Chapitre 5 :La fuite
Après plusieurs heures de dur labeur à aider le peuple à récupérer de cette atroce attaque, Jen', Paris et moi étions assis autour d'une table, pour décompresser. Je voyais bien que le blond n'avait pas du tout apprécié ma petite pique, mais je m'en contrefichais. Il était désormais au courant qu'on ne me frappait pas sans raison. Qu'on ne me frappait pas du tout. Je voulais bien être gentille et docile, mais il y avait des limites à ne pas dépasser. Même si j'avais entendu la peur dans sa voix, il y avait d'autres manières de me la faire comprendre.

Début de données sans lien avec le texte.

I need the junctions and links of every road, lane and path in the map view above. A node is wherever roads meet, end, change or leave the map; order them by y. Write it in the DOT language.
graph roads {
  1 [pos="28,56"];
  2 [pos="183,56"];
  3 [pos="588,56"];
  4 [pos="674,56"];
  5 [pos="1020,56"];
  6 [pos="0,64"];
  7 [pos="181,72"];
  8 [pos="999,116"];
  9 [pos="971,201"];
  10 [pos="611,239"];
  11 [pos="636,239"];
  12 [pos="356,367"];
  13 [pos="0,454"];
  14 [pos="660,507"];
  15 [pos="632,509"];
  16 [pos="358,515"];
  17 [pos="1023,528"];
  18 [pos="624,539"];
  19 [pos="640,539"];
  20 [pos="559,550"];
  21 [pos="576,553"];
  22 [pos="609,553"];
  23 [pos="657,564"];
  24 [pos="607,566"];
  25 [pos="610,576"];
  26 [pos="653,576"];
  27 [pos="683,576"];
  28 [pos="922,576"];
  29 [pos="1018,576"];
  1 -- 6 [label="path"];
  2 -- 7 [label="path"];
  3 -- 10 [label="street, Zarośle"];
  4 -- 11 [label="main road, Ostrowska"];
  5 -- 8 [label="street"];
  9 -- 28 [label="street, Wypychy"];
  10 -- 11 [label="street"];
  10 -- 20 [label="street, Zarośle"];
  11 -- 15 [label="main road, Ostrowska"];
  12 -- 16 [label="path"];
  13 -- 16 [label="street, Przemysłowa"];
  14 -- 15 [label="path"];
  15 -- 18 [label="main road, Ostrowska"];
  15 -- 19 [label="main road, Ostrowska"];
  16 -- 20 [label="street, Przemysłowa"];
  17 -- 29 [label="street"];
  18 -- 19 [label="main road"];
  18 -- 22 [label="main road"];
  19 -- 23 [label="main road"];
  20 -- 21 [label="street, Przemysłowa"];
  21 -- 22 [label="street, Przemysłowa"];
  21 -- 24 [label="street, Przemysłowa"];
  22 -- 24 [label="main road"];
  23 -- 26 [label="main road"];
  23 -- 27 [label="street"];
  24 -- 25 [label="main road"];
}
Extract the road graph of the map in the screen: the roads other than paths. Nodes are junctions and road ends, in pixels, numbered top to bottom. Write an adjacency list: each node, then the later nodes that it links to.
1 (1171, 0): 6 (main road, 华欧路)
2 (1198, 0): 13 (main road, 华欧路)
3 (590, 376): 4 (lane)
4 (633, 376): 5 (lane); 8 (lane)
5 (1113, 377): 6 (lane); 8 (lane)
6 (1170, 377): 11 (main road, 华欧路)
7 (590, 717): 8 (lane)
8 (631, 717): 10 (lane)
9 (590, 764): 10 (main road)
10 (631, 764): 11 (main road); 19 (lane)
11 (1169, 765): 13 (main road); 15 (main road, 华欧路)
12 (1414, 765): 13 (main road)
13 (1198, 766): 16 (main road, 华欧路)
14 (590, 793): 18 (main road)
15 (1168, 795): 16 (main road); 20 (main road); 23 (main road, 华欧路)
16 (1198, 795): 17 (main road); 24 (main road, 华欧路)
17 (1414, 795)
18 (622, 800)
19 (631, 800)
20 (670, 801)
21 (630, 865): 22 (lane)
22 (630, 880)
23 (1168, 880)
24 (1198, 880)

De ce fait, l'ambiance était très tendue, et notre cadet se sentait mal à l'aise entre nous deux. Ne sachant pas ce qu'il s'était passé, étant resté tout le temps avec la petite fille, il ne savait pas quoi dire ou quoi faire pour apaiser cette tension devenue électrique. Je percevais le regard froid du plus âgé sur moi, mais je faisais semblant de faire l'innocente en sirotant tranquillement mon verre.
La boisson froide coula dans ma gorge et me donna quelques frissons qui me firent revenir sur terre. Désormais que la menace était bien ancrée dans ma tête, je me doutais qu'on ne devrait pas rester bien longtemps dans ce village, sous peine de causer encore plus de dommages et de tort à ceux qui nous avaient pourtant si bien accueillis, et qui, surtout, nous avaient fait confiance.

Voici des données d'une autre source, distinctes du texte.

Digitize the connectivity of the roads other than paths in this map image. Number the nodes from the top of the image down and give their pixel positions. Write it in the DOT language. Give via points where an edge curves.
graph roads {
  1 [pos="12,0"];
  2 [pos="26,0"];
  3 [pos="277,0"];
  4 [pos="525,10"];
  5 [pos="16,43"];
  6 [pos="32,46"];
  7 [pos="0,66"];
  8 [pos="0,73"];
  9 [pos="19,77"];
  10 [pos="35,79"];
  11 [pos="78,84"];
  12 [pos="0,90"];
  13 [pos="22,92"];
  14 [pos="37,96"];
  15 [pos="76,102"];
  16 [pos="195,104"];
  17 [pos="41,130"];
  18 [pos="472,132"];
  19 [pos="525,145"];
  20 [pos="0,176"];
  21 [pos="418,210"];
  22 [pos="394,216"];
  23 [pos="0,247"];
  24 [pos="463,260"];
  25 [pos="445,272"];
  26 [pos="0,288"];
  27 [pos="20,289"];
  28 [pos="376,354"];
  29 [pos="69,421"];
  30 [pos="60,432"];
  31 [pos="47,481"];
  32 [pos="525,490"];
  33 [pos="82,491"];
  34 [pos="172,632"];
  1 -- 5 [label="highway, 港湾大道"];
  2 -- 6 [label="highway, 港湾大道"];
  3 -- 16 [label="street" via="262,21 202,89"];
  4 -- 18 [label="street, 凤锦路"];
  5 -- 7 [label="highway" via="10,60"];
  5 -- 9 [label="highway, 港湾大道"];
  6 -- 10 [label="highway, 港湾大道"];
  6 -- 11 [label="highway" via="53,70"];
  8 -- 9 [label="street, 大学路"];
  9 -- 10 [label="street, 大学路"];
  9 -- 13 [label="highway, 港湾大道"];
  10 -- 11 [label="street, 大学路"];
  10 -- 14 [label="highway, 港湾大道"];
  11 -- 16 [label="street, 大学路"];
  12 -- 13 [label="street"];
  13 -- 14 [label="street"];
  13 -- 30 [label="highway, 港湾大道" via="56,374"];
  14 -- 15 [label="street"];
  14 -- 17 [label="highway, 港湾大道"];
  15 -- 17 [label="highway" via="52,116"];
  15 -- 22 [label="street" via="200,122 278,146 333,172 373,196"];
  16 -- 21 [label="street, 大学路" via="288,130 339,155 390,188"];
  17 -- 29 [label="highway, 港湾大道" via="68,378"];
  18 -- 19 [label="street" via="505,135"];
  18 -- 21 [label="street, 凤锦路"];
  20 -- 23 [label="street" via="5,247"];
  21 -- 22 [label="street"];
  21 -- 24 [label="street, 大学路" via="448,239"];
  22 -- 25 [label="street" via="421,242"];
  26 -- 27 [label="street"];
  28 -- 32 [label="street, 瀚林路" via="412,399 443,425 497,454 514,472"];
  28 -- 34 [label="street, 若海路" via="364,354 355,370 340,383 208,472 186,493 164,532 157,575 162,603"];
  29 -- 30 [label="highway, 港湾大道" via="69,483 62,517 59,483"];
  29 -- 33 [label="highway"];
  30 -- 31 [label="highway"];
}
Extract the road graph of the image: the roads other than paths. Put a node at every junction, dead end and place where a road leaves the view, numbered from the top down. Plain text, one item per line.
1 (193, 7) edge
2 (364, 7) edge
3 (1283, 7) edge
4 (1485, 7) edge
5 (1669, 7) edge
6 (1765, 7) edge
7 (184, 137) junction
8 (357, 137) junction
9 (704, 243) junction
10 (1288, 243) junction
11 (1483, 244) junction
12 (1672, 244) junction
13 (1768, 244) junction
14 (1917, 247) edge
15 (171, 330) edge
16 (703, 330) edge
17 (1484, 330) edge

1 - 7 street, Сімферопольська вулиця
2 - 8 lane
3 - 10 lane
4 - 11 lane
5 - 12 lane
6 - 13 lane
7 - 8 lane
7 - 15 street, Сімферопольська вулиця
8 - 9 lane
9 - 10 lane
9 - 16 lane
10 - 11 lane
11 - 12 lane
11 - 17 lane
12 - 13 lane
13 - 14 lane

Je me mordis discrètement la lèvre inférieure, et lançai un coup d'œil rapide vers les escaliers. L'orpheline se trouvait dans ma chambre et j'avais dû passer de longues minutes en sa compagnie pour la réconforter. La disparition de toute sa famille l'avait choquée, et elle était inconsolable. J'avais l'impression de me revoir une semaine plus tôt quand Jartis avait été tué. La sensation d'une perte pareille était indescriptible, et j'étais persuadée que ce terrible moment resterait gravé à vie dans sa mémoire.
Lorsque j'avais vu les premières larmes couler sur ses joues, je n'avais pas pu m'empêcher de la prendre dans mes bras et de la bercer.
— Nous trouverons une solution, ma chérie, je te le promets, lui avais-je chuchoté.
Elle avait reniflé et levé ses pupilles tristes vers les miennes.
— Papa... Maman... Je veux les revoir.
Mon cœur s'était serré devant cette pauvre gamine que plus rien n'attachait à ce village. Une idée folle m'était alors passée par la tête, mais je m'étais fortement retenue pour ne pas l'énoncer à haute voix, sachant que jamais je ne pourrais le faire.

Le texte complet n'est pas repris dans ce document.